It was 25 years ago today in Japan that Nintendo released their follow-up to the amazingly successful Super Famicom aka Super Nintendo. It would prove to be an era of highs and lows for the company as the console would play host to some of the most fondly remembered and influential games of all time, while also failing to adapt to current technological trends. The N64 would bring memorable games and 4 player multiplayer into the homes of millions, but its shortcomings would also give rise to millions of PlayStations coming into people’s homes as well. Today we look back on the N64 and its legacy.
One of the first things people may remember about the system is its continued use of cartridges while the rest of the gaming industry was moving towards using discs. Nintendo argued that this would provide for quicker gameplay with no loading times, which it did, but it came at the expense of having more memory to work with. Increased memory would make it easier for developers to include improved graphics and sound without having to worry as much about memory space.

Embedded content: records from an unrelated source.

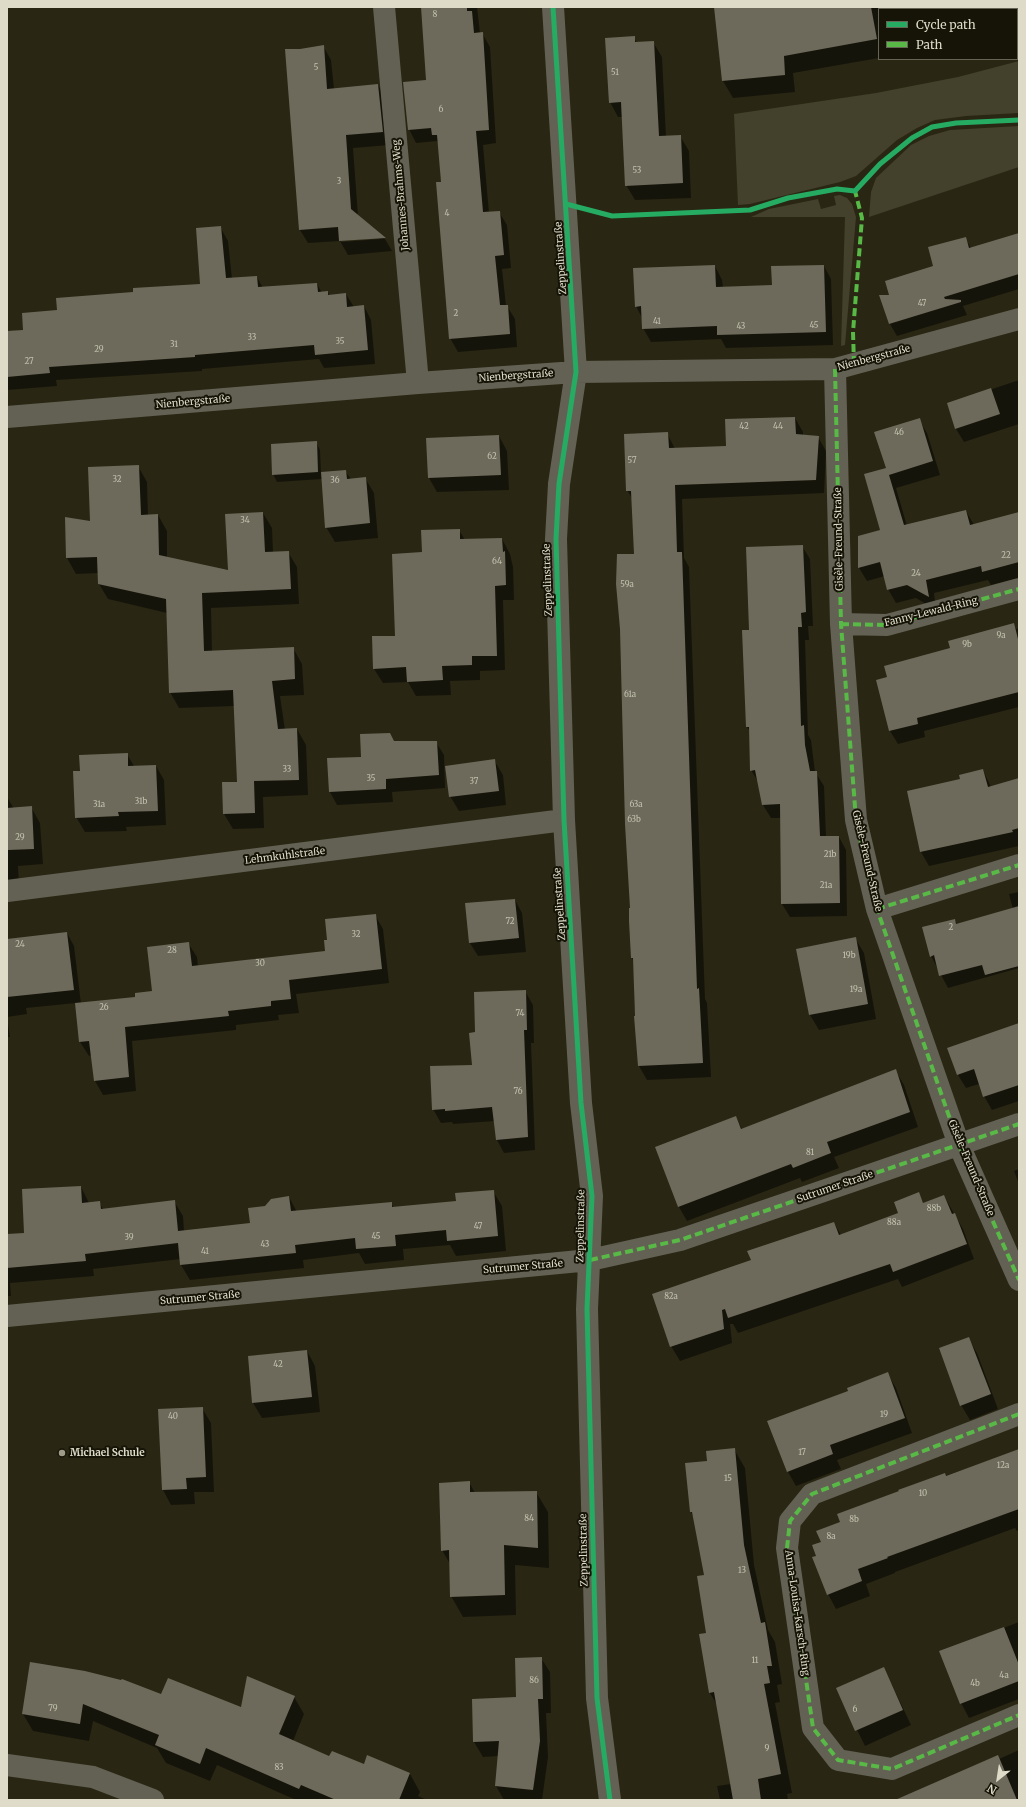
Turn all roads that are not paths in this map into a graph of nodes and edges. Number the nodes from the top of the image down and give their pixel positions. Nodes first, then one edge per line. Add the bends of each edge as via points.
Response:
1 (384, 7) edge
2 (552, 7) edge
3 (1019, 319) edge
4 (835, 369) junction
5 (576, 372) junction
6 (418, 383) junction
7 (7, 417) edge
8 (1019, 589) edge
9 (841, 624) junction
10 (564, 820) junction
11 (1019, 865) edge
12 (7, 891) edge
13 (877, 909) junction
14 (1019, 1124) edge
15 (959, 1145) junction
16 (590, 1260) junction
17 (1019, 1280) edge
18 (7, 1316) edge
19 (1019, 1414) edge
20 (1019, 1715) edge
21 (7, 1765) edge
22 (153, 1800) edge
23 (610, 1800) edge

1 - 6 street, Johannes-Brahms-Weg
2 - 5 street, Zeppelinstraße
3 - 4 street, Nienbergstraße
4 - 5 street, Nienbergstraße
4 - 9 street, Gisèle-Freund-Straße
5 - 6 street, Nienbergstraße
5 - 10 street, Zeppelinstraße via 559,484 556,538
6 - 7 street, Nienbergstraße
8 - 9 street, Fanny-Lewald-Ring via 887,625
9 - 13 street, Gisèle-Freund-Straße via 856,820
10 - 12 street, Lehmkuhlstraße
10 - 16 street, Zeppelinstraße via 581,1103 592,1196
11 - 13 street
13 - 15 street, Gisèle-Freund-Straße
14 - 15 street, Sutrumer Straße
15 - 16 street, Sutrumer Straße via 680,1240
15 - 17 street, Gisèle-Freund-Straße
16 - 18 street, Sutrumer Straße
16 - 23 street, Zeppelinstraße via 587,1309 597,1698
19 - 20 street, Anna-Louisa-Karsch-Ring via 812,1494 790,1521 787,1548 813,1728 838,1760 892,1769
21 - 22 street via 92,1777

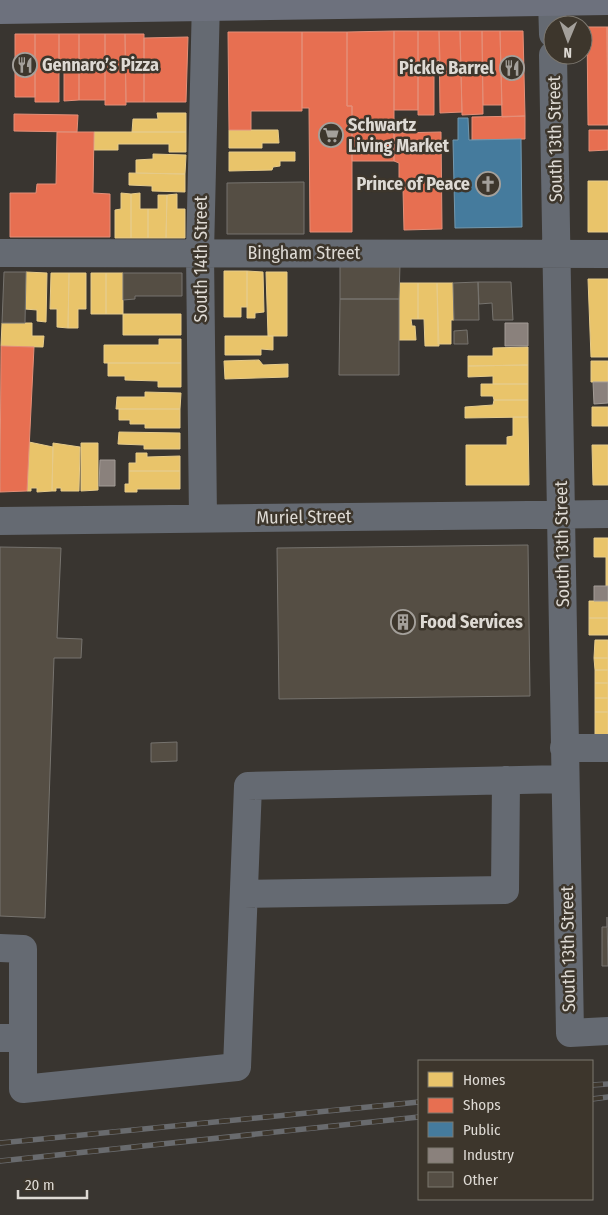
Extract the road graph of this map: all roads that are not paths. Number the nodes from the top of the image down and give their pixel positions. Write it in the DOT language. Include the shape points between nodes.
graph roads {
  1 [pos="552,1"];
  2 [pos="608,1"];
  3 [pos="206,4"];
  4 [pos="0,10"];
  5 [pos="552,15"];
  6 [pos="553,65"];
  7 [pos="0,253"];
  8 [pos="200,253"];
  9 [pos="557,254"];
  10 [pos="608,254"];
  11 [pos="562,514"];
  12 [pos="608,514"];
  13 [pos="203,518"];
  14 [pos="0,521"];
  15 [pos="564,748"];
  16 [pos="608,748"];
  17 [pos="506,780"];
  18 [pos="564,780"];
  19 [pos="244,894"];
  20 [pos="0,948"];
  21 [pos="608,1030"];
  22 [pos="12,1038"];
  23 [pos="12,1090"];
  1 -- 2 [label="main road"];
  1 -- 3 [label="main road"];
  1 -- 5 [label="street"];
  3 -- 4 [label="main road"];
  3 -- 8 [label="street, South 14th Street"];
  6 -- 9 [label="street, South 13th Street"];
  7 -- 8 [label="street, Bingham Street"];
  8 -- 9 [label="street, Bingham Street"];
  8 -- 13 [label="street, South 14th Street"];
  9 -- 10 [label="street, Bingham Street"];
  9 -- 11 [label="street, South 13th Street"];
  11 -- 12 [label="street, Muriel Street"];
  11 -- 13 [label="street, Muriel Street"];
  11 -- 15 [label="street, South 13th Street"];
  13 -- 14 [label="street, Muriel Street"];
  15 -- 16 [label="street"];
  15 -- 18 [label="street, South 13th Street"];
  17 -- 18 [label="street"];
  17 -- 19 [label="street" via="248,786"];
  17 -- 19 [label="street" via="505,890"];
  18 -- 21 [label="street, South 13th Street" via="570,1033"];
  19 -- 23 [label="street" via="237,1067"];
  20 -- 22 [label="street" via="23,949"];
  22 -- 23 [label="street"];
}
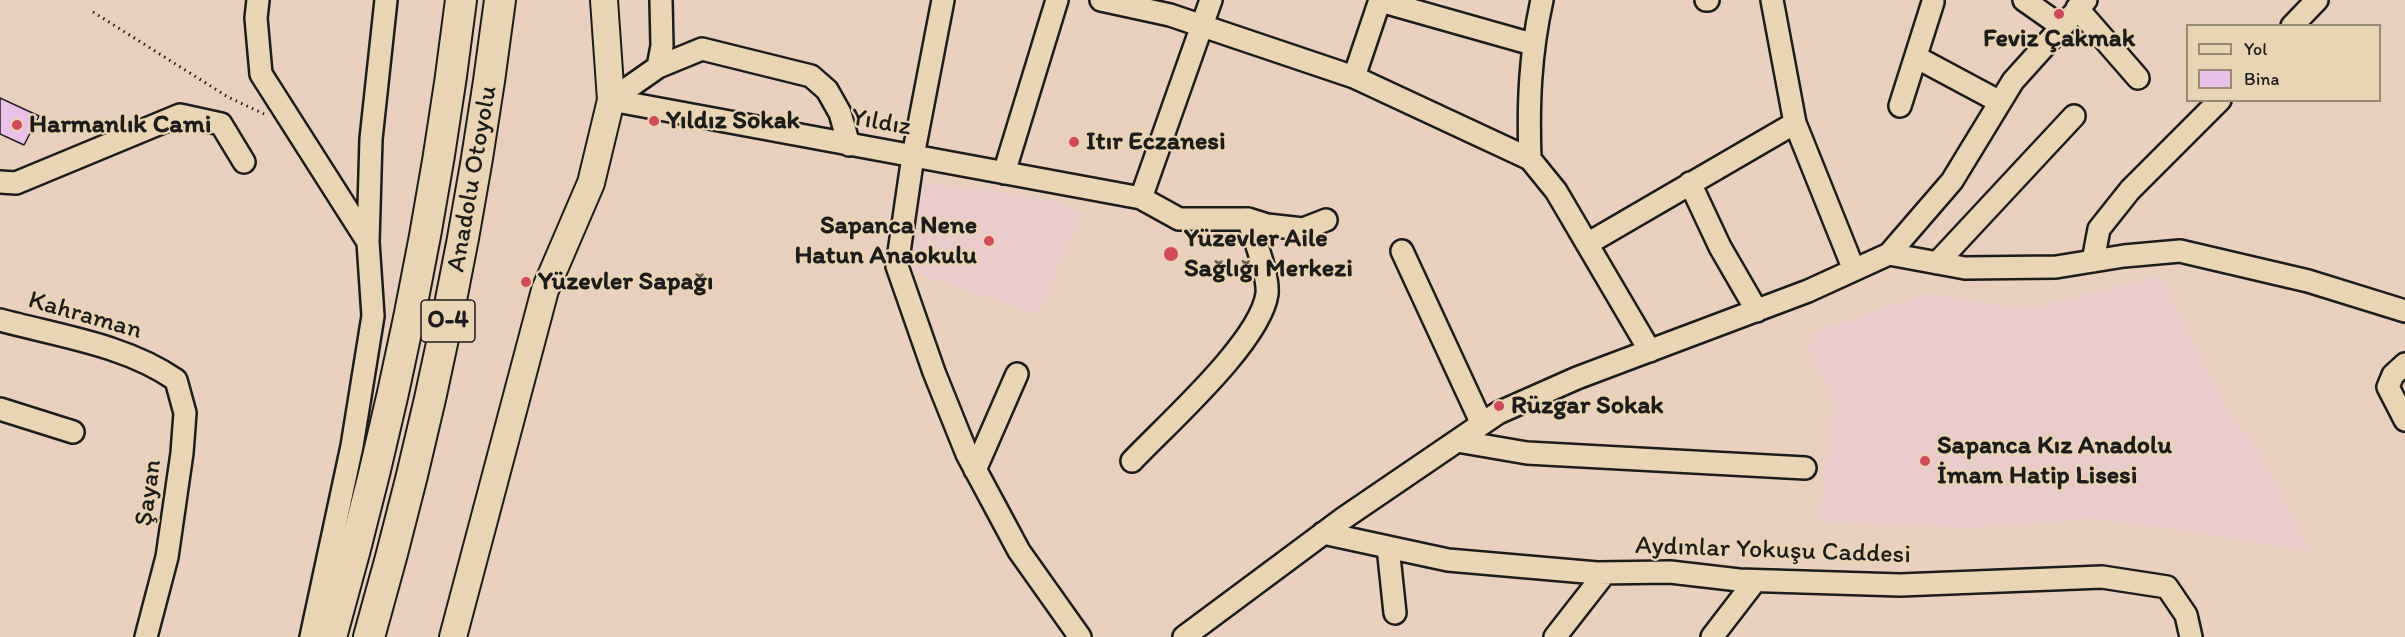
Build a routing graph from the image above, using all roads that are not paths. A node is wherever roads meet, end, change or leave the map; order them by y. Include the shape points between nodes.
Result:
1 (258, 0) edge
2 (386, 0) edge
3 (461, 0) edge
4 (500, 0) edge
5 (604, 0) edge
6 (661, 0) edge
7 (943, 0) edge
8 (1057, 0) edge
9 (1101, 0) edge
10 (1210, 0) edge
11 (1380, 0) edge
12 (1542, 0) edge
13 (1772, 0) edge
14 (2024, 0) edge
15 (2317, 0) edge
16 (1933, 2) dead end
17 (2082, 4) edge
18 (2294, 24) edge
19 (1201, 26) junction
20 (2061, 26) junction
21 (1532, 44) junction
22 (1916, 57) junction
23 (658, 67) junction
24 (1354, 77) junction
25 (2138, 78) dead end
26 (611, 100) junction
27 (2000, 102) junction
28 (2218, 102) edge
29 (1900, 106) dead end
30 (2074, 116) dead end
31 (1795, 123) junction
32 (849, 145) junction
33 (913, 156) junction
34 (1530, 159) junction
35 (244, 162) dead end
36 (1004, 173) junction
37 (0, 182) edge
38 (1690, 183) junction
39 (1141, 198) junction
40 (1248, 219) junction
41 (1326, 220) dead end
42 (368, 242) junction
43 (1587, 244) junction
44 (1402, 251) dead end
45 (1889, 254) junction
46 (2093, 261) junction
47 (1937, 263) junction
48 (1854, 270) junction
49 (1757, 311) junction
50 (2405, 312) edge
51 (0, 320) edge
52 (1650, 351) junction
53 (2405, 364) edge
54 (154, 365) joint
55 (1017, 374) dead end
56 (0, 409) edge
57 (2405, 420) edge
58 (1482, 423) junction
59 (73, 432) dead end
60 (1457, 441) junction
61 (1132, 460) dead end
62 (1805, 468) dead end
63 (975, 470) junction
64 (1323, 533) junction
65 (1388, 547) junction
66 (1605, 573) junction
67 (1755, 581) junction
68 (1395, 613) dead end
69 (146, 637) edge
70 (311, 637) edge
71 (331, 637) edge
72 (369, 637) edge
73 (453, 637) edge
74 (1080, 637) edge
75 (1184, 637) edge
76 (1555, 637) edge
77 (1712, 637) edge
78 (2191, 637) edge

1 - 42 street via 261,74
2 - 42 street via 371,139
3 - 71 highway, Anadolu Otoyolu / O-4 via 449,101 413,294 360,535
4 - 72 highway, Anadolu Otoyolu / O-4 via 487,107 452,303 396,546
5 - 26 main road
6 - 23 street via 662,46
7 - 33 street
8 - 36 street
9 - 19 street
10 - 19 street
11 - 21 street
11 - 24 street
12 - 21 street
13 - 31 street
14 - 20 street
15 - 18 street
16 - 22 street
17 - 20 street
17 - 25 street
19 - 24 street
19 - 39 street
20 - 27 street via 2013,81
21 - 34 street via 1528,101
22 - 27 street
22 - 29 street
23 - 26 street
23 - 32 street via 702,49 811,76 827,90 840,114
24 - 34 street
26 - 32 street, Yıldız
26 - 73 main road via 591,183 545,290
27 - 45 street via 1952,181
28 - 46 street via 2130,190 2099,230
30 - 47 street
31 - 38 street
31 - 48 street
32 - 33 street, Yıldız
33 - 36 street, Yıldız
33 - 63 street via 897,266 934,372
34 - 43 street via 1556,191
35 - 37 street via 221,124 180,115 16,183
36 - 39 street, Yıldız
38 - 43 street
38 - 49 street
39 - 40 street, Yıldız via 1179,219
40 - 41 street, Yıldız via 1303,229
40 - 61 street via 1267,294 1255,327 1226,363
42 - 70 street via 373,316 352,446
43 - 52 street
44 - 58 street
45 - 47 street
45 - 48 street
46 - 47 street via 2056,267 1965,268
46 - 50 street via 2180,251 2308,281
48 - 49 street
49 - 52 street
51 - 54 street, Kahraman
52 - 58 street via 1576,378
53 - 57 street via 2393,375 2388,387
54 - 69 street, Şayan via 176,381 184,413 167,557
55 - 63 street
56 - 59 street
58 - 60 street
60 - 62 street via 1527,453
60 - 64 street
63 - 74 street via 1018,550
64 - 65 street, Aydınlar Yokuşu Caddesi
64 - 75 street
65 - 66 street, Aydınlar Yokuşu Caddesi via 1448,560
65 - 68 street
66 - 67 street, Aydınlar Yokuşu Caddesi via 1670,572
66 - 76 street
67 - 77 street
67 - 78 street, Aydınlar Yokuşu Caddesi via 1900,585 2102,578 2167,586 2186,615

Arguably, the real reasons Nintendo stuck with cartridges is that when games were manufactured, publishers had to buy the cartridges directly from The Big N. This, combined with the cartridges being harder to develop for, drove off some of Nintendo’s biggest third party developers from the last two generations, most notably Capcom and Squaresoft. Because of this, the Nintendo 64 would miss out on some monumental games and series like “Mega Man” “Resident Evil,” “Final Fantasy,” and others. (Capcom would release downgraded ports of “Mega Man Legends” and “Resident Evil 2″ for the console near the end of its life cycle)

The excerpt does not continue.